Review: Cabaret, The Hammond School, Chester
Words: Jo Henwood. Photos: Mark Carline
This week has served to remind me of humanity’s horrible histories. First Chris Williamson MP is suspended from the Labour Party over his comments that it ‘over reacted’ to claims of antisemitism, then I finish reading Choice by Auschwitz survivor Edith Eger and finally I find myself at The Hammond School in Chester watching Cabaret.
The news brings despair, the book hope and the musical is even more poignant now than when I have seen it before, performed in it, choreographed it.
Written by Kander and Ebb with book by Joe Masteroff, Cabaret is based on the play I Am A Camera by John Van Druten, which itself was adapted from the excellent Christopher Isherwood book Goodbye to Berlin.
The story focuses on the naïve American Clifford Bradshaw, who arrives in the city to write his novel, ends up unwittingly smuggling for the Nazis and proposing to the delightful English cabaret singer Sally Bowles and leaves in despair. Life in Berlin in the early 1930s, with the rise of the Nazi party, the treatment of the Jews and the global financial crisis, is reflected throughout in Sally’s place of employment – the sleazy and seedy Kit Kat Klub.
Perfect English Rose
Hannah Kent epitomised Sally, immortalised by Liza Minnelli in the 1972 film Cabaret. The perfect English Rose with the plumiest of accents and a flawless complexion, she warns Cliff (Nick Allen) early on never to ask her any questions. And Hannah maintains that enigma throughout – losing her job, getting pregnant, having an abortion, getting her job back – we know her no better at the end than we do at the beginning. Except that she can sing. Her Cabaret had the audience cheering.

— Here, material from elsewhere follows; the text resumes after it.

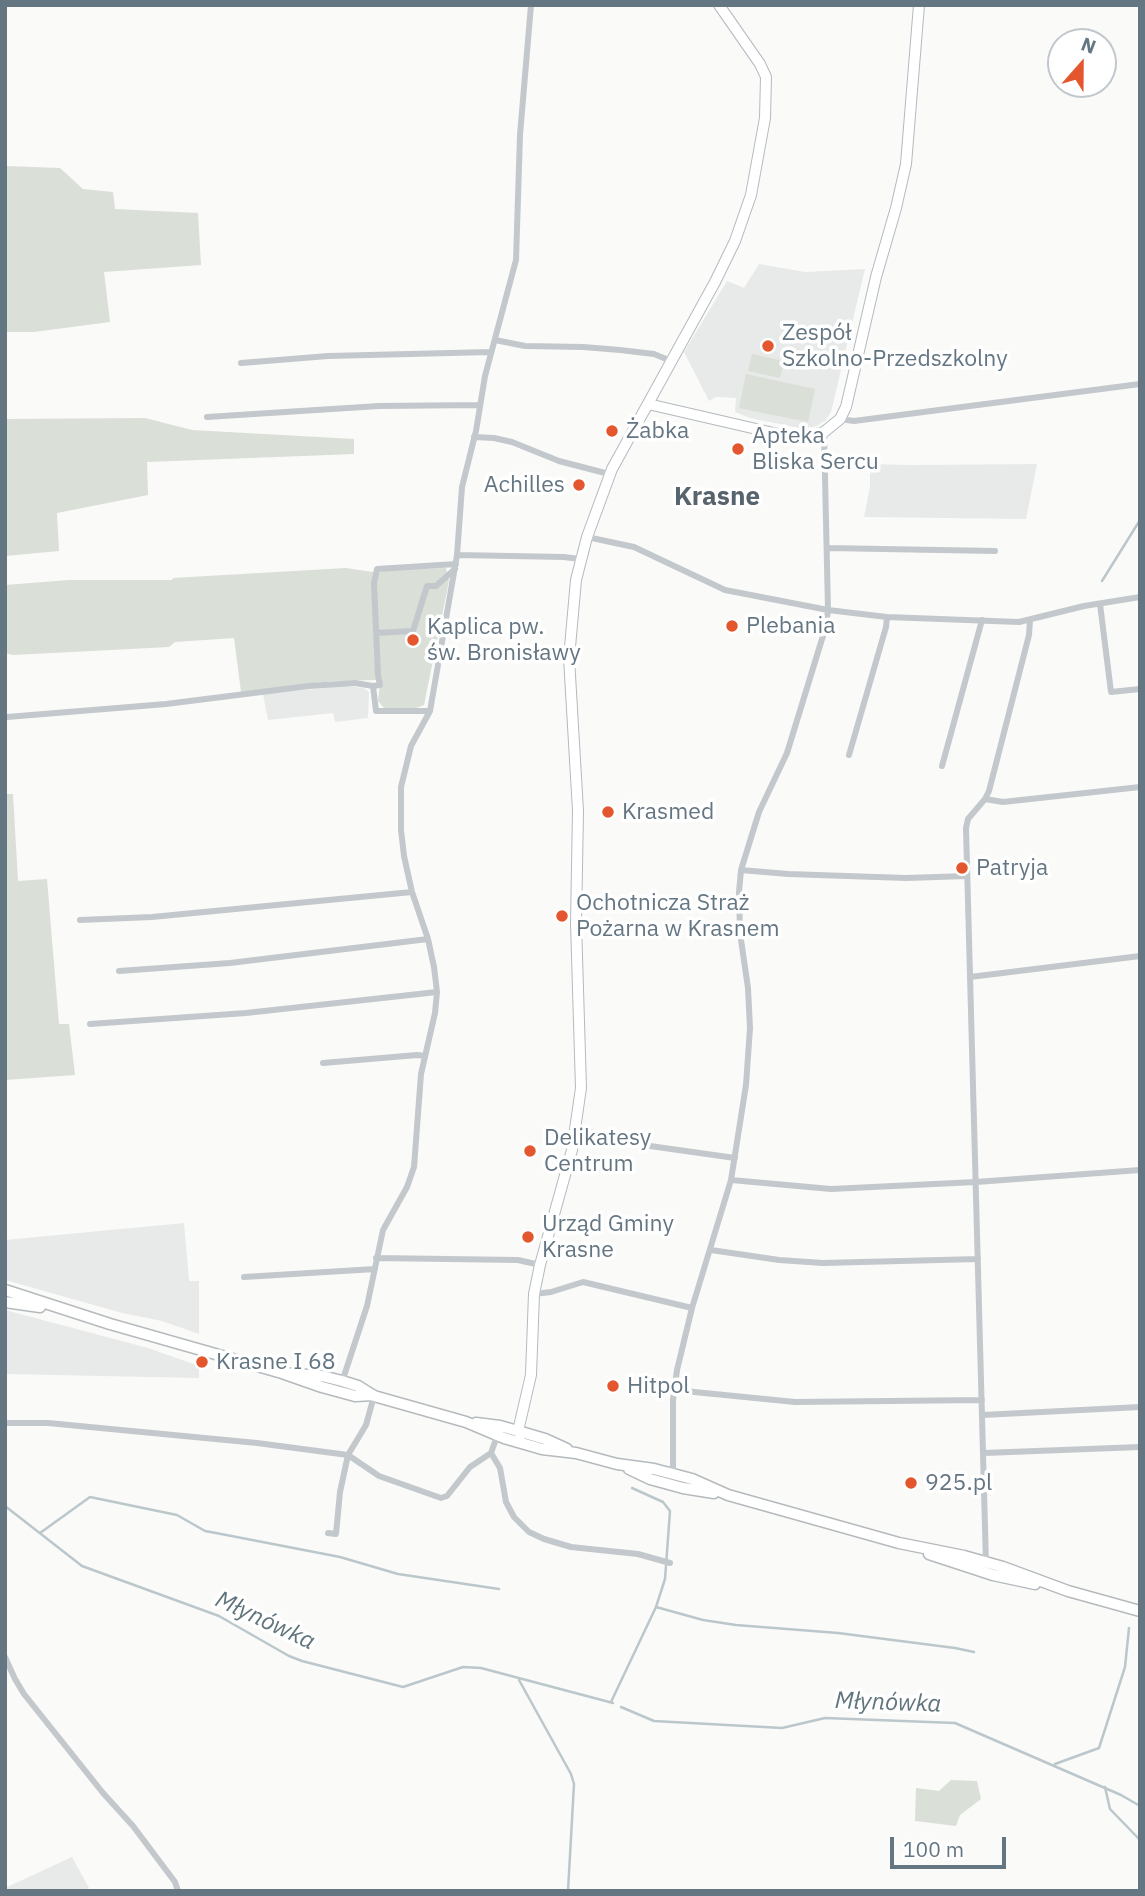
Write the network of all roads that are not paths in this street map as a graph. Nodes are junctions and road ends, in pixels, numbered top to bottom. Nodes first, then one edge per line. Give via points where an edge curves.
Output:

It took me a while to get used to the gender neutral casting of Louise Cowling as Emcee – although gender and sexual fluidity are never out of place at the Kit Kat Klub – but her rendition of Tomorrow Belongs to Me was spine-chilling. Joined by Charlotte Elizabeth and Kathryn Brook Vaines, their Two Ladies was a hoot.
The sub-plot of the burgeoning relationship between Cliff’s landlady Fraulein Schneider and fruit shop owner Herr Schulz can often slow down the flow of the show but Bethany Gregory and Josh Hankey were an absolute delight as we watch their relationship flourish over a pineapple, peak at their engagement party and eventually die, when Ernst Ludwig (James Lockey) points out the ill-advisedness of a German marrying a Jew.
The lack of men in the Kit Kat Klub reflected the true balance of the sexes trying to get work in the entertainment industry but the girls thrusted their way through the raucous choreography with aplomb.
Harrowing finale
The finale – when the scaffolding set serves as a gas chamber and the piles of shoes are left on the stage – was harrowing. Lest we forget.
My only disappointments were that the orchestra were not ‘beautiful’ – where were the fish net tights and body hugging bodices for MD Aaron Newland-Bentle and his excellent band (especially Reed Gordon Macey who used to teach my children 😉 and that Rudy, Otto, Fritz or Helga were not serving German beer or a glass of Riesling at my Cabaret table. I suppose that is the problem when you put on an adult show at a school which also welcomes four-year-olds!
The Hammond performance is presented by two casts of final year degree students – I saw Cast II.
We have given Cabaret a ⭐ ⭐ ⭐ ⭐ rating.